Jamal, the Kansas chemist whose arrest and pending deportation has captured worldwide attention, has been in custody at the jail since he narrowly avoided deportation last Monday. He has lived in the United States for 30 years but has overstayed his visa.

He had not seen his family since Immigration and Customs Enforcement agents arrested him in the front yard of his family's home in Lawrence on Jan. 24.

With no chance to share words Sunday, they waved at each other, with the children in tears. Jamal's youngest child, 7-year-old Fareed, pushed his forehead against the glass. When they stepped away, he was taken into the arms of his older brother, 14-year-old Taseen.

"He's devastated; his kids are devastated," Jamal's attorney, Rekha Sharma-Crawford, said afterward. "It's a human tragedy for someone who is not a criminal."

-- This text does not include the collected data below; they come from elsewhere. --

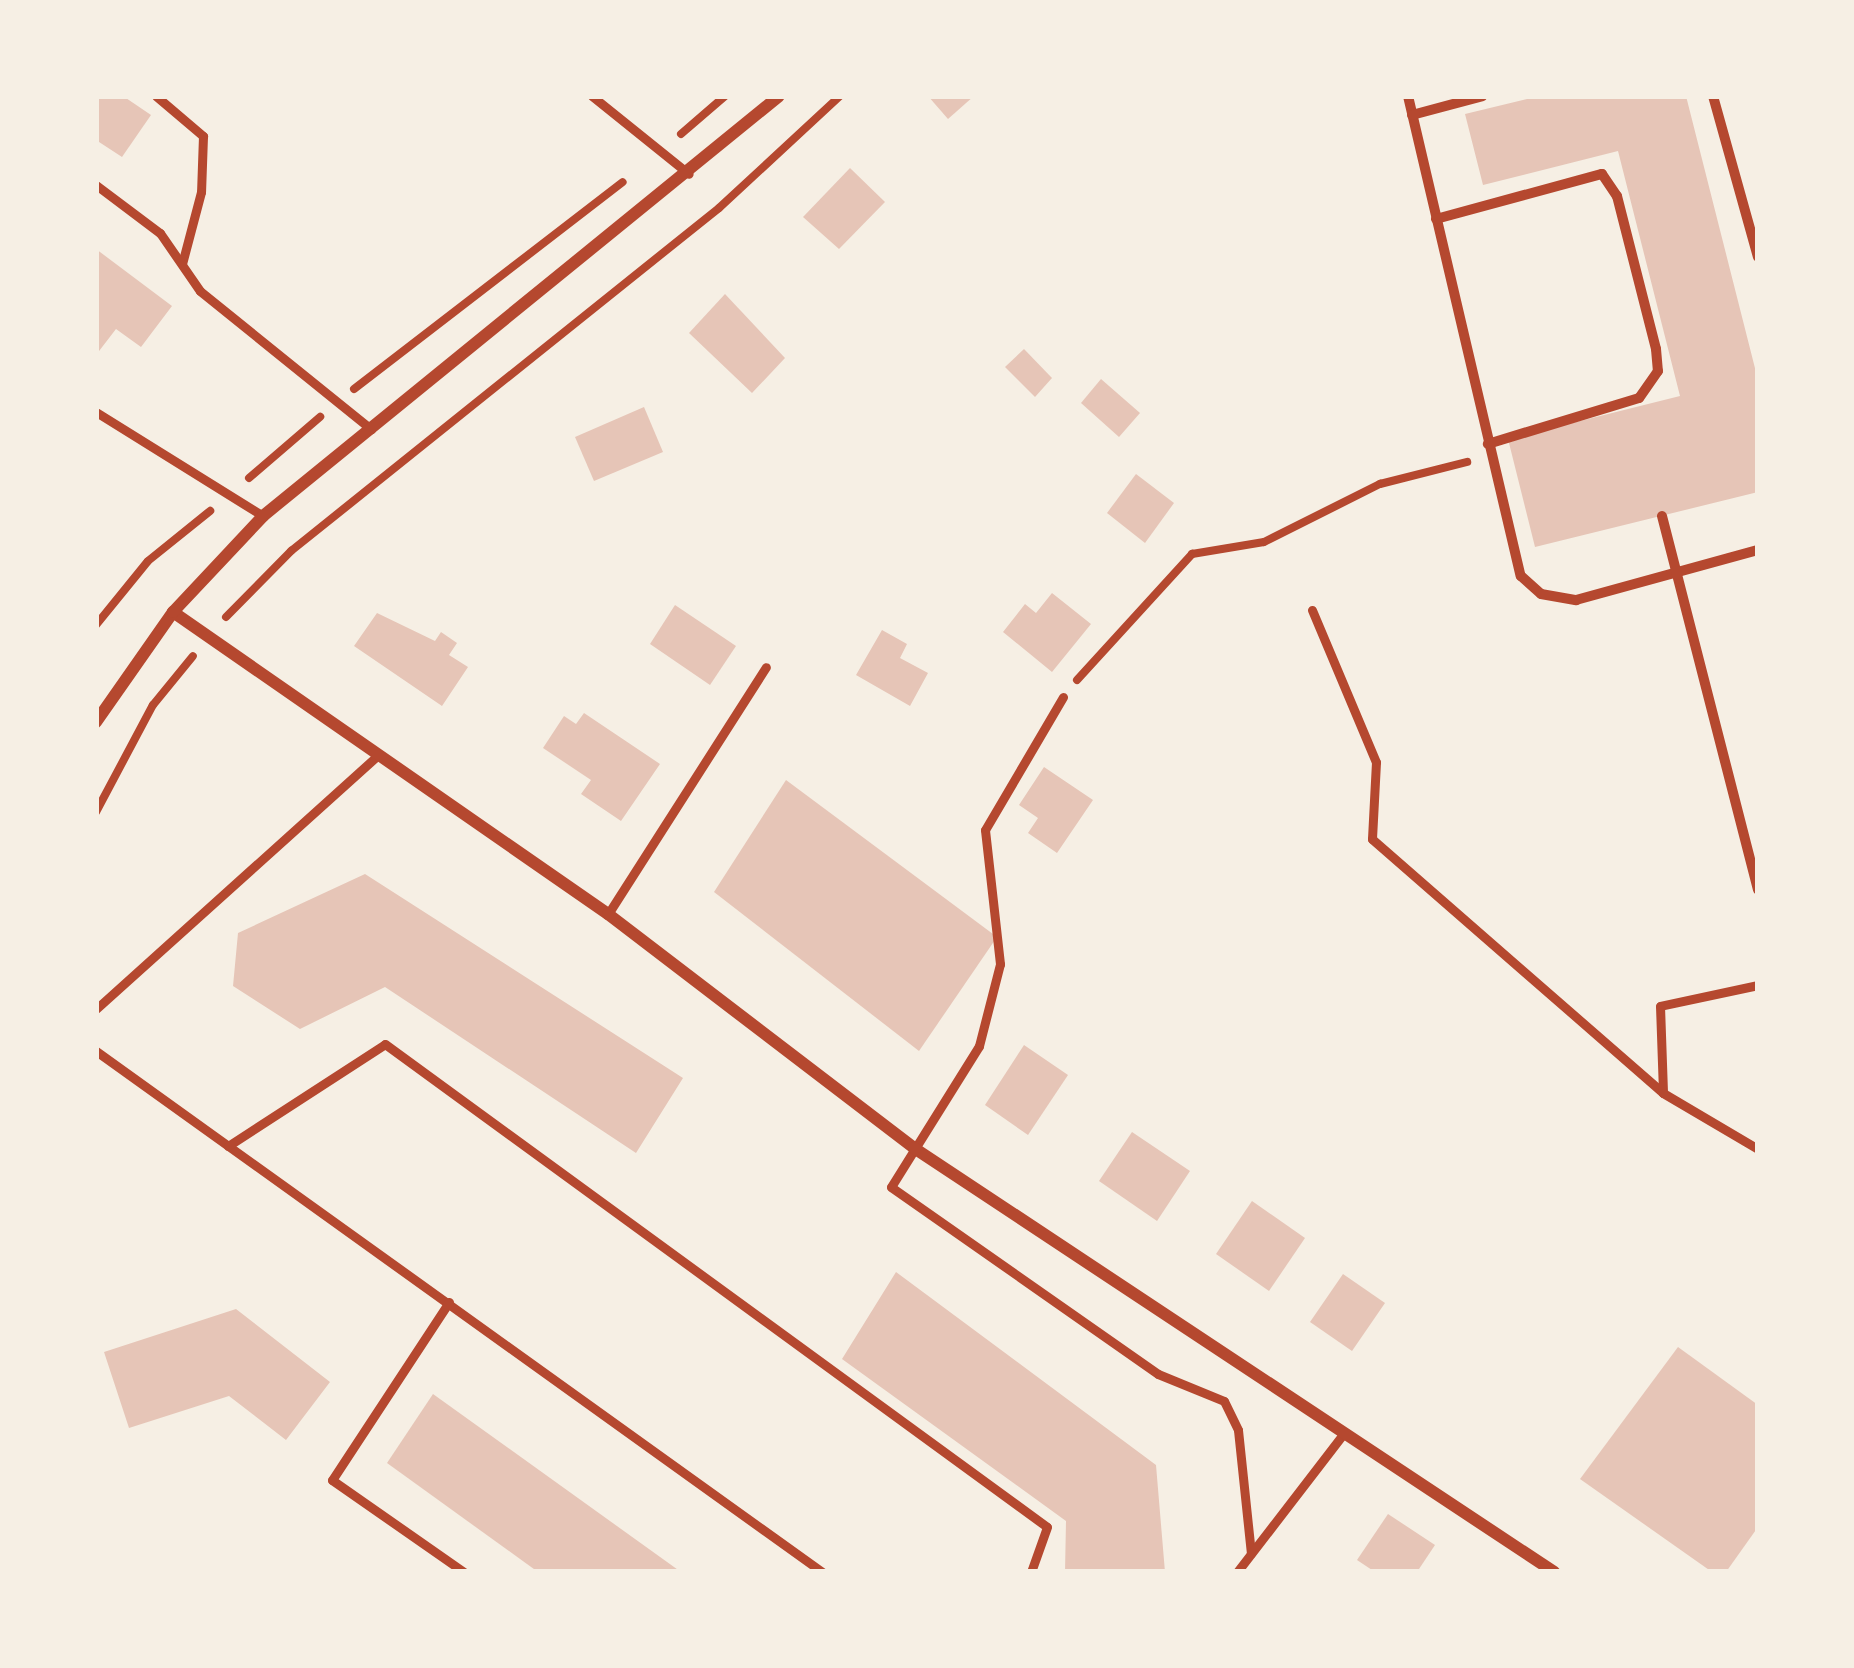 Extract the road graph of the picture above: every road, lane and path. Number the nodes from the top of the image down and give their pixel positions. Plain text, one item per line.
1 (156, 96) edge
2 (592, 96) edge
3 (725, 96) edge
4 (779, 96) edge
5 (840, 96) edge
6 (1408, 96) edge
7 (1483, 96) edge
8 (1713, 96) edge
9 (1412, 116) junction
10 (658, 155) junction
11 (689, 174) junction
12 (96, 185) edge
13 (1436, 219) junction
14 (1758, 257) edge
15 (182, 265) junction
16 (335, 404) junction
17 (96, 412) edge
18 (371, 429) junction
19 (1488, 444) junction
20 (1492, 463) junction
21 (229, 496) junction
22 (263, 516) junction
23 (1662, 516) dead end
24 (1758, 550) edge
25 (1312, 610) dead end
26 (172, 612) junction
27 (96, 625) edge
28 (209, 635) junction
29 (766, 667) dead end
30 (1063, 697) joint
31 (96, 722) edge
32 (379, 754) junction
33 (96, 812) edge
34 (1758, 890) edge
35 (608, 914) junction
36 (1758, 985) edge
37 (96, 1009) edge
38 (96, 1051) edge
39 (1664, 1093) junction
40 (228, 1146) junction
41 (914, 1148) junction
42 (1758, 1149) edge
43 (448, 1302) junction
44 (1344, 1433) junction
45 (1251, 1553) junction
46 (464, 1572) edge
47 (822, 1572) edge
48 (1031, 1572) edge
49 (1237, 1572) edge
50 (1554, 1572) edge

1 - 15 lane
2 - 10 lane
3 - 10 path
4 - 11 street
5 - 28 path
6 - 9 street
7 - 9 street
8 - 14 street
9 - 13 street
10 - 11 lane
10 - 16 path
11 - 18 street
12 - 15 lane
13 - 19 street
13 - 19 street
15 - 16 lane
16 - 18 lane
16 - 21 path
17 - 21 lane
18 - 22 street
19 - 20 street
20 - 24 street
20 - 30 path
21 - 22 lane
21 - 27 path
22 - 26 street
23 - 34 street
25 - 39 lane
26 - 28 street
26 - 31 street
28 - 32 street
28 - 33 path
29 - 35 lane
30 - 41 lane
32 - 35 street
32 - 37 lane
35 - 41 street
36 - 39 lane
38 - 40 lane
39 - 42 lane
40 - 43 lane
40 - 48 lane
41 - 44 street
41 - 45 lane
43 - 46 lane
43 - 47 lane
44 - 45 lane
44 - 50 street
45 - 49 lane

Sharma-Crawford said she had made three phone calls to jail staff this past week to arrange the visit for Jamal's wife, their three U.S.-born children and Jamal's brother. Each time, jail staff confirmed the visit would be at 1 p.m., she said, but not once did anyone advise her that they needed to arrive by 12:30 p.m.

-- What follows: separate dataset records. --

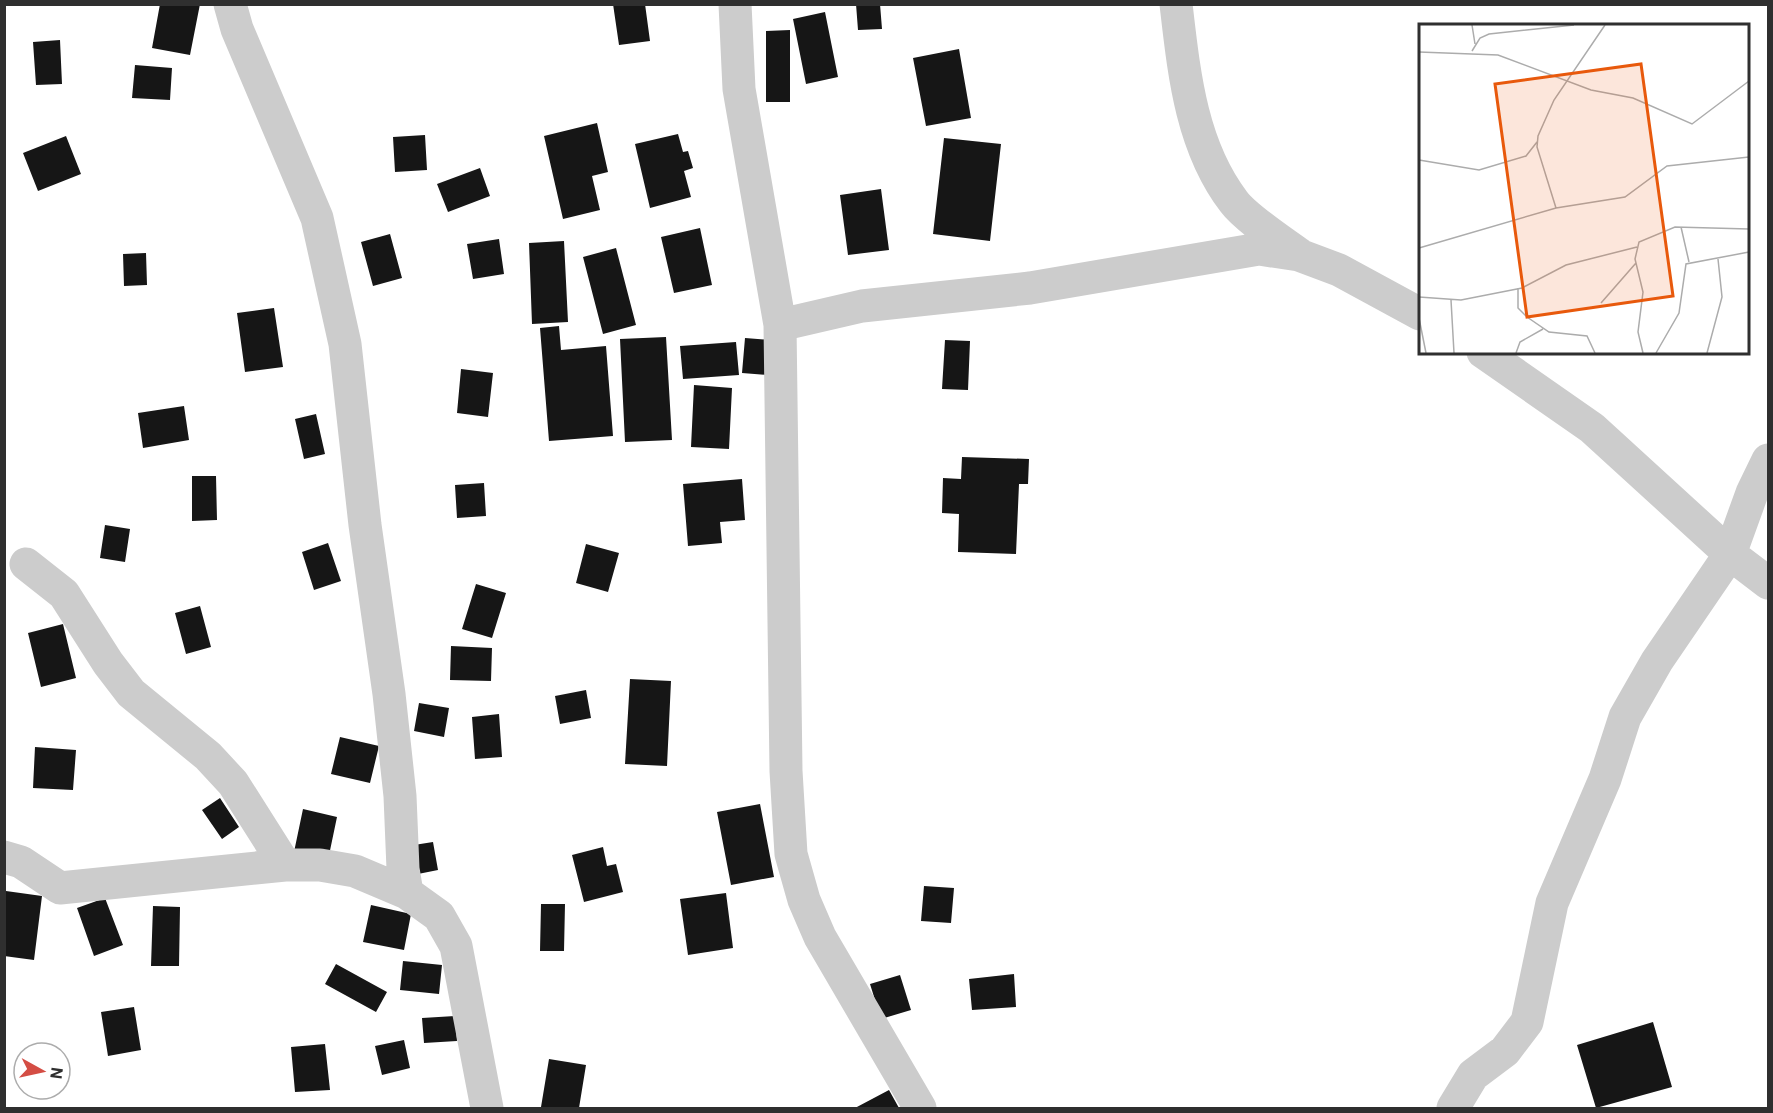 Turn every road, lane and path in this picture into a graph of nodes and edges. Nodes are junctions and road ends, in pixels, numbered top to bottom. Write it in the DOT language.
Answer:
graph roads {
  1 [pos="230,4"];
  2 [pos="735,4"];
  3 [pos="1176,4"];
  4 [pos="1299,255"];
  5 [pos="1419,313"];
  6 [pos="780,325"];
  7 [pos="1486,354"];
  8 [pos="1768,460"];
  9 [pos="1731,554"];
  10 [pos="26,564"];
  11 [pos="1768,582"];
  12 [pos="4,857"];
  13 [pos="285,866"];
  14 [pos="407,892"];
  15 [pos="487,1108"];
  16 [pos="920,1108"];
  17 [pos="1453,1108"];
  1 -- 14 [label="street"];
  2 -- 6 [label="street"];
  3 -- 4 [label="street"];
  4 -- 5 [label="street"];
  4 -- 6 [label="street"];
  6 -- 16 [label="street"];
  7 -- 9 [label="street"];
  8 -- 9 [label="street"];
  9 -- 11 [label="street"];
  9 -- 17 [label="street"];
  10 -- 13 [label="street"];
  12 -- 13 [label="street"];
  13 -- 14 [label="street"];
  14 -- 15 [label="street"];
}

Major Erik Holland, a Platte County Sheriff's Office spokesman, said the policy is published on the sheriff's office website and in the jail handbook given out to inmates. The policy is needed so that inmates can be moved to and from their visits in an orderly, secure manner, Holland said. There are inmates that must be kept apart from each other.

"The same rules that apply to Mr. Jamal are the same rules that apply to everyone else in the facility," Holland said.

The jail staff made the closest interview room available for Jamal's meeting with his attorney so that his family could at least see him across the two sets of windows.

"It's outrageous," Sharma-Crawford said about the failed visit. "His children have waited a month to see him. What civilized society does this to children?"

Jamal's wife, Angela Zaynaub Chowdhury, has tracked Jamal's movements from one detention center to another since his arrest.

Jamal, 55, has been moved from Missouri to Texas and authorities had him on a flight to Bangladesh last Monday when the Board of Immigration Appeals granted him a stay of removal. He was taken off a plane in Hawaii and returned to Missouri while his case works through the system.

Once he was in custody at the Platte County jail, it was possible for Chowdhury to schedule a visit with him. But now they will have to wait and try again next Sunday.

A bill introduced in Congress would provide legal cover for both the husband and wife, but their future remains uncertain.

Jamal entered the United States in 1987 with a student visa to attend Rockhurst University. Fifteen years later he returned to Bangladesh on orders of voluntary departure.

He came back to America a few months later with Chowdhury, and her visa was tied to his. Jamal's H-1B work visa, issued to highly skilled arrivals, allowed the scientist to work four years at Children's Mercy Hospital.

When he pursued a doctorate in molecular biology at the University of Kansas, he overstayed his student visa. That put Chowdhury's status in jeopardy as well.

The couple's children are 14, 12 and 7 years old.

Jamal's attorneys have been asking Immigration and Customs Enforcement to release Jamal to his wife and children pending further legal proceedings to address their legal status.